Case Study at a Glance
Use Case
Reduce Insurance Underwriting Risk
Industry
Financial Services & Insurance
Before
- Delayed insight & complex risk driver identification process
- Expensive data engineering overhead
- High cost for risk misalignment
After
- Faster time to insight & underwriting
- Lower underwriting risk & loss runs
- Reduced data engineering overhead
- Better customer cost for risk alignment
Challenge
Cover Whale is the leader in fleet and commercial trucking insurance. They must analyze risk when determining premiums and whether to approve or renew policy coverage. To do so, it needs to assess risk indicators from several data sources, including a plethora of driving telematics, internal claims data, and third-party data (e.g., weather information, national highway data, etc.).
Traditionally, Cover Whale must duplicate, move, align, and/or combine these disparate data sources to glean insights. This process was laborious and costly. In addition, the time-consuming nature of data movement inherently delays and restricts the number of third-party sources it can utilize, limiting its ability to experiment with new data sources and optimize risk predictions.
Objective
Cover Whale sought to further improve driver safety and reduce underwriting risk by better understanding prospective and active customer behaviors without building extensive ETL pipelines.
Solution
Rapid Predictive Modeling for Better Insurance Underwriting & Risk Management
In a matter of hours, Cover Whale deployed Devron satellites across multiple disparate data sources (internal and external)—completely bypassing the lengthy data movement process. By unlocking access to more data, Cover Whale was able to use Devron's federated machine learning and data science platform to develop and train AI models rapidly incorporating novel and alternative data sources to better predict risk, to provide coaching to policyholders, and to better align premiums to risk.
In addition, Devron's privacy-enhancing technologies allowed Cover Whale to quickly analyze sensitive datasets without exposing any personally identifiable information (PII) contained with their claims database or otherwise.
Results
Devron empowered Cover Whale to continue to innovate services by prioritizing agility, data access, and the ability to gain data-driven insights over constructing data movement infrastructures.
As a result, they are able to reduce data engineering overhead, realize faster insights, and more accurately underwrite policies—ultimately improving risk management and safety.

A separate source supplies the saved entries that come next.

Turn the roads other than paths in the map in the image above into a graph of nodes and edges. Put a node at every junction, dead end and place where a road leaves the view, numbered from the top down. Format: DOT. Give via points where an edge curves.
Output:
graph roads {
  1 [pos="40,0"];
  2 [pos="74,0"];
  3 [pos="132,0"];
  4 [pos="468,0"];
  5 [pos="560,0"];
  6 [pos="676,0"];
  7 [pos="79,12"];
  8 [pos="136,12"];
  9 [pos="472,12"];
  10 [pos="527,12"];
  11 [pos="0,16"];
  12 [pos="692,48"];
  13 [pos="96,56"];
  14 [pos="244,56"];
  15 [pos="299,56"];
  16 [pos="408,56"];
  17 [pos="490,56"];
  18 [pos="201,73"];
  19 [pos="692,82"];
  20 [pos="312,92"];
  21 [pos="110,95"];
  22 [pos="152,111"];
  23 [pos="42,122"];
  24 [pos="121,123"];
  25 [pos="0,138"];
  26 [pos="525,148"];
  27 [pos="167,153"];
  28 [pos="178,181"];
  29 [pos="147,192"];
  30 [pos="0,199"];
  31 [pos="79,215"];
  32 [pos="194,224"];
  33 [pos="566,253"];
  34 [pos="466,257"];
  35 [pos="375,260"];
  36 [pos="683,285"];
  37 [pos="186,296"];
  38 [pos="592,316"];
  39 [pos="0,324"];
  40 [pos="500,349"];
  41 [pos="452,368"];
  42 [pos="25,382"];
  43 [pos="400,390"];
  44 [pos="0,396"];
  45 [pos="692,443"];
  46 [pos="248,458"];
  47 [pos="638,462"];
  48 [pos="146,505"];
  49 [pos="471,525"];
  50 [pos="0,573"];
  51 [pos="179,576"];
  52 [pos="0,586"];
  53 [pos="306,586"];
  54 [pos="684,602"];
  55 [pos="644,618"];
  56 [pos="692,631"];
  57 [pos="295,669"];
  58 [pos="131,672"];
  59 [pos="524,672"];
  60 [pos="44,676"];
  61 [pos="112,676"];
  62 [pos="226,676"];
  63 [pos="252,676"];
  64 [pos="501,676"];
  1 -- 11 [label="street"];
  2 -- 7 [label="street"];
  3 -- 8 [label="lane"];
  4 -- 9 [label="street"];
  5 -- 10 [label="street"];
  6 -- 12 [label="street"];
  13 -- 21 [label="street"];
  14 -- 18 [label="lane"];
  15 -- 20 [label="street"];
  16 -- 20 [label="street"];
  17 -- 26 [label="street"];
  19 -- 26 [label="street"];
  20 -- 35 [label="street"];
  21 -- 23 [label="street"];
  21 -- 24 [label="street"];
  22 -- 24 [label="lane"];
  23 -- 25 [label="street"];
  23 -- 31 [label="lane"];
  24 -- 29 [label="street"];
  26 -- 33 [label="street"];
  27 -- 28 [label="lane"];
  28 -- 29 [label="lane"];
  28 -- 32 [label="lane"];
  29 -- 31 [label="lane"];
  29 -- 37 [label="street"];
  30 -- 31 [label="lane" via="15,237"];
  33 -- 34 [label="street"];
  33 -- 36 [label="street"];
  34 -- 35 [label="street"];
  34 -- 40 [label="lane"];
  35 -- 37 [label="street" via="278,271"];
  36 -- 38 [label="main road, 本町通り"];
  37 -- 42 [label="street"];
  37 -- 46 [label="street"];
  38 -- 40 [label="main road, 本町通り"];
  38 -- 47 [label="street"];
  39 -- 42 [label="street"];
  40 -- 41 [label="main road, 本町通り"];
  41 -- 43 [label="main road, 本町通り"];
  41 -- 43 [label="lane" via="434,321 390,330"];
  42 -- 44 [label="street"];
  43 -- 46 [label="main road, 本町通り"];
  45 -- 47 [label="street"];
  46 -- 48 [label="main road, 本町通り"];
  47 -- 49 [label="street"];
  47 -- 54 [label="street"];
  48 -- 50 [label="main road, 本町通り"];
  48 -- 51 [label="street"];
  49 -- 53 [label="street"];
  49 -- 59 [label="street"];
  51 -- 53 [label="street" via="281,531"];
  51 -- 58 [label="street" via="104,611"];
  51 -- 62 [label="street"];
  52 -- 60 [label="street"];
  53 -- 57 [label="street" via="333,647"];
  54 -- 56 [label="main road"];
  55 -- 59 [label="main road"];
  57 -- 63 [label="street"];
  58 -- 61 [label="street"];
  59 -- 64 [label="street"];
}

Devron’s platform enables us to prioritize data science over data movement. It allows us to leverage predictive modeling across more types of data to price more accurately and respond to changing driving behaviors with enhanced policyholder privacy.
We anticipate increasing safety gains as Devron’s platform accelerates our integrations across many telematics and camera device vendors.
Benefits
Better Pricing & Lower Risk
Cover Whale identified new risk patterns and indicators, enabling them to price their policies better and more accurately than their competitors—ultimately lowering the company's underwriting risk and loss runs.
Customer Guidance & Improved Safety
Cover Whale highlighted higher-risk policyholders, allowing them to remediate potentially risky driving behavior before safety incidents occur.
Foundation for Data-driven Insights
Cover Whale gained a future-proof system for data-driven insights enabling them to rapidly add additional data sources, formats, and types down the road for deeper insights without needing to go through the data movement process.